Fast and accurate approximation to informed Bayes factors for focal parameters

We outline an approximation to informed Bayes factors for a focal parameter $\theta$ that requires only the maximum likelihood estimate $\hat\theta$ and its standard error. The approximation uses an estimated likelihood of $\theta$ and assumes that the posterior distribution for $\theta$ is unaffected by the choice of prior distribution for the nuisance parameters. The resulting Bayes factor for the null hypothesis $\mathcal{H}_0: \theta = \theta_0$ versus the alternative hypothesis $\mathcal{H}_1: \theta \sim g(\theta)$ is then easily obtained using the Savage--Dickey density ratio.
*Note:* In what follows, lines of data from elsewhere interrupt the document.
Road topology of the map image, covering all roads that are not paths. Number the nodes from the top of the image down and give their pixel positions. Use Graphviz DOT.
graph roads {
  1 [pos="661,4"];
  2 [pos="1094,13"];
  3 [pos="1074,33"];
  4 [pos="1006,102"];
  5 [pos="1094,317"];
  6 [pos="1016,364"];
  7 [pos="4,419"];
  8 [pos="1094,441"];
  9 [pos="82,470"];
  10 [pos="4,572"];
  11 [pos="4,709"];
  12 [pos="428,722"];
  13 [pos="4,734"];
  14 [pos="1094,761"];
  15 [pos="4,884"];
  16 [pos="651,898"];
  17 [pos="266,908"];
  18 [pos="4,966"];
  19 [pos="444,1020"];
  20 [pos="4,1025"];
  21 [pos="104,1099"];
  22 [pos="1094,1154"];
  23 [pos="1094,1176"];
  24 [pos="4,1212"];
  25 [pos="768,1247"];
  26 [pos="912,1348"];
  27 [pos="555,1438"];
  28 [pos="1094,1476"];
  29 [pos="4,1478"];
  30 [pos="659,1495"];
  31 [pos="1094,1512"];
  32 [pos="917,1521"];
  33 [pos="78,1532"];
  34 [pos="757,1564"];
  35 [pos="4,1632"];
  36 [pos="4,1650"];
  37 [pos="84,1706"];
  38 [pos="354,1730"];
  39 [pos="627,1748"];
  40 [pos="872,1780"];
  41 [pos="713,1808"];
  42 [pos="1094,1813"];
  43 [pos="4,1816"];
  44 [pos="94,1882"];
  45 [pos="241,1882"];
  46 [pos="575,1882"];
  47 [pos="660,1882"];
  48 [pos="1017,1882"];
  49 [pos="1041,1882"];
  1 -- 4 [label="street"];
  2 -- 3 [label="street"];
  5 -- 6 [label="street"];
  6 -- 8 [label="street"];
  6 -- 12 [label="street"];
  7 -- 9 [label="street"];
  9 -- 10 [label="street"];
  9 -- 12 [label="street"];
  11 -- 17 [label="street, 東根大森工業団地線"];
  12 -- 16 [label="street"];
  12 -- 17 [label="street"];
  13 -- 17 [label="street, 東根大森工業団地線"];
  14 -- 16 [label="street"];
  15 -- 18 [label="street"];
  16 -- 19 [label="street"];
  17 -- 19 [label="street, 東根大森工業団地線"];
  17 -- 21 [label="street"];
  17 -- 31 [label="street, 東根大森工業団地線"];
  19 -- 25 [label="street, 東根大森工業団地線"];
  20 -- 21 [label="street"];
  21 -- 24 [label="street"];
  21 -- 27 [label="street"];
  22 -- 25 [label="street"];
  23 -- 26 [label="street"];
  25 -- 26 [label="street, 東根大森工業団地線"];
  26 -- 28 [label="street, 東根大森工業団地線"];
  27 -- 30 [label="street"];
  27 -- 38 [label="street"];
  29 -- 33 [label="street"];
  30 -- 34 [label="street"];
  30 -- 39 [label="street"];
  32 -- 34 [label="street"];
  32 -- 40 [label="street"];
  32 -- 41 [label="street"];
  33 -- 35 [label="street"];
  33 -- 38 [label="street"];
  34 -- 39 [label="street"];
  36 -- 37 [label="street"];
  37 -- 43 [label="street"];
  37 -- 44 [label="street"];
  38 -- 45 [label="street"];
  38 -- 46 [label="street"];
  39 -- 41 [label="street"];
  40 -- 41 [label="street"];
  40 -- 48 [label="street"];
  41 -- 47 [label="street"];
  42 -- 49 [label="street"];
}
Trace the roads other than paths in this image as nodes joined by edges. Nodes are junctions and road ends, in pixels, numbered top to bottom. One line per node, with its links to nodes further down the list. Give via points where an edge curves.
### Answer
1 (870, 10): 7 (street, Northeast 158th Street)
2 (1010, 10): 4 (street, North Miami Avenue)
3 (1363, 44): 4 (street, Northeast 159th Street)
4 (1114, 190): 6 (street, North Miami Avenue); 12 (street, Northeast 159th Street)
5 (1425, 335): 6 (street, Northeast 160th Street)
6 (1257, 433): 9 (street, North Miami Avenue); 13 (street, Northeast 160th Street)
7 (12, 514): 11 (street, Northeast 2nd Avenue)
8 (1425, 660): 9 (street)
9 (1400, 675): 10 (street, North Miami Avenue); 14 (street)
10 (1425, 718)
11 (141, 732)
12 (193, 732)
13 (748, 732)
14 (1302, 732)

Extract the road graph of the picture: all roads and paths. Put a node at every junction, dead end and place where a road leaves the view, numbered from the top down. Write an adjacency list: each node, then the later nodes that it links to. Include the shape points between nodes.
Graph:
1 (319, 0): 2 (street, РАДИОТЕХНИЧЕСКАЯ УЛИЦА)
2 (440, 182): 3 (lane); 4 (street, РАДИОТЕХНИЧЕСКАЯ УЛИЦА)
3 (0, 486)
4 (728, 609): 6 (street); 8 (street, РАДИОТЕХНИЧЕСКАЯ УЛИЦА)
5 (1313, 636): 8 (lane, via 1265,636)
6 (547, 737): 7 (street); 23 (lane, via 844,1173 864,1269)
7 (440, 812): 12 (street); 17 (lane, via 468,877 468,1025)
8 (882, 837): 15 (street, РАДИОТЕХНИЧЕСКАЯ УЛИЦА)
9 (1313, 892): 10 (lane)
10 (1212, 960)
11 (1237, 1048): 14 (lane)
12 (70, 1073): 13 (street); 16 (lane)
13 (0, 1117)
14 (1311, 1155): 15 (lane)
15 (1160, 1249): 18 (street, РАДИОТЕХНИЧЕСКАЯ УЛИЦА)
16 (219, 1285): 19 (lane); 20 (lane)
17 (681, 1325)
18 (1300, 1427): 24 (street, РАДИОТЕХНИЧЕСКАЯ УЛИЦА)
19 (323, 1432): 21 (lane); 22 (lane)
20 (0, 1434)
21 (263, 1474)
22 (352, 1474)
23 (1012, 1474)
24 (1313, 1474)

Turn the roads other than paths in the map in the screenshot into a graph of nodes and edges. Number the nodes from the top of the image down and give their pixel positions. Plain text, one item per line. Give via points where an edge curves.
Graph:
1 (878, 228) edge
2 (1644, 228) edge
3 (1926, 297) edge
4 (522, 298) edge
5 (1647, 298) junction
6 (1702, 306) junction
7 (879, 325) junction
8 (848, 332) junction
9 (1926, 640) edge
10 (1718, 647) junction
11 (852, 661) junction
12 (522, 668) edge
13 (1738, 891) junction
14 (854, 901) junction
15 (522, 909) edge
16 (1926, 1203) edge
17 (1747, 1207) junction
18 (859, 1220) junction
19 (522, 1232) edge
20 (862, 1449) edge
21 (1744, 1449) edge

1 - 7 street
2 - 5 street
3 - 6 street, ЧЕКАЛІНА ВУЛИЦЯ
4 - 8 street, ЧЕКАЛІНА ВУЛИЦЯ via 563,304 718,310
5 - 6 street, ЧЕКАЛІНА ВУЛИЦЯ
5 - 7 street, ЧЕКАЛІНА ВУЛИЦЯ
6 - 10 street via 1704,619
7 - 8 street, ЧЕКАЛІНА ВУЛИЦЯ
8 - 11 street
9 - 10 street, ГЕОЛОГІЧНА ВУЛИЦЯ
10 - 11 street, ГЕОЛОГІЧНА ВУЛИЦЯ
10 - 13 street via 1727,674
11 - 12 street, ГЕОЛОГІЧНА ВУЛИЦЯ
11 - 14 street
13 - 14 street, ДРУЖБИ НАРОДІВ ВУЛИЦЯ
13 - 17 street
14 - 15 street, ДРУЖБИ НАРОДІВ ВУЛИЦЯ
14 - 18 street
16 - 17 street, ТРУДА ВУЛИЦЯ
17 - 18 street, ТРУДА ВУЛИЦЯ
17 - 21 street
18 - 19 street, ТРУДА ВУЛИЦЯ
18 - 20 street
Three real-data examples highlight the speed and closeness of the approximation compared to bridge sampling and Laplace's method. The proposed approximation facilitates Bayesian reanalyses of standard frequentist results, encourages application of Bayesian tests with informed priors, and alleviates the computational challenges that often frustrate both Bayesian sensitivity analyses and Bayes factor design analyses. The approximation is shown to fail under small sample sizes and when the posterior distribution of the focal parameter is substantially influenced by the prior distributions on the nuisance parameters. The methodology may also be used to approximate the posterior distribution for $\theta$ under $\mathcal{H}_1$.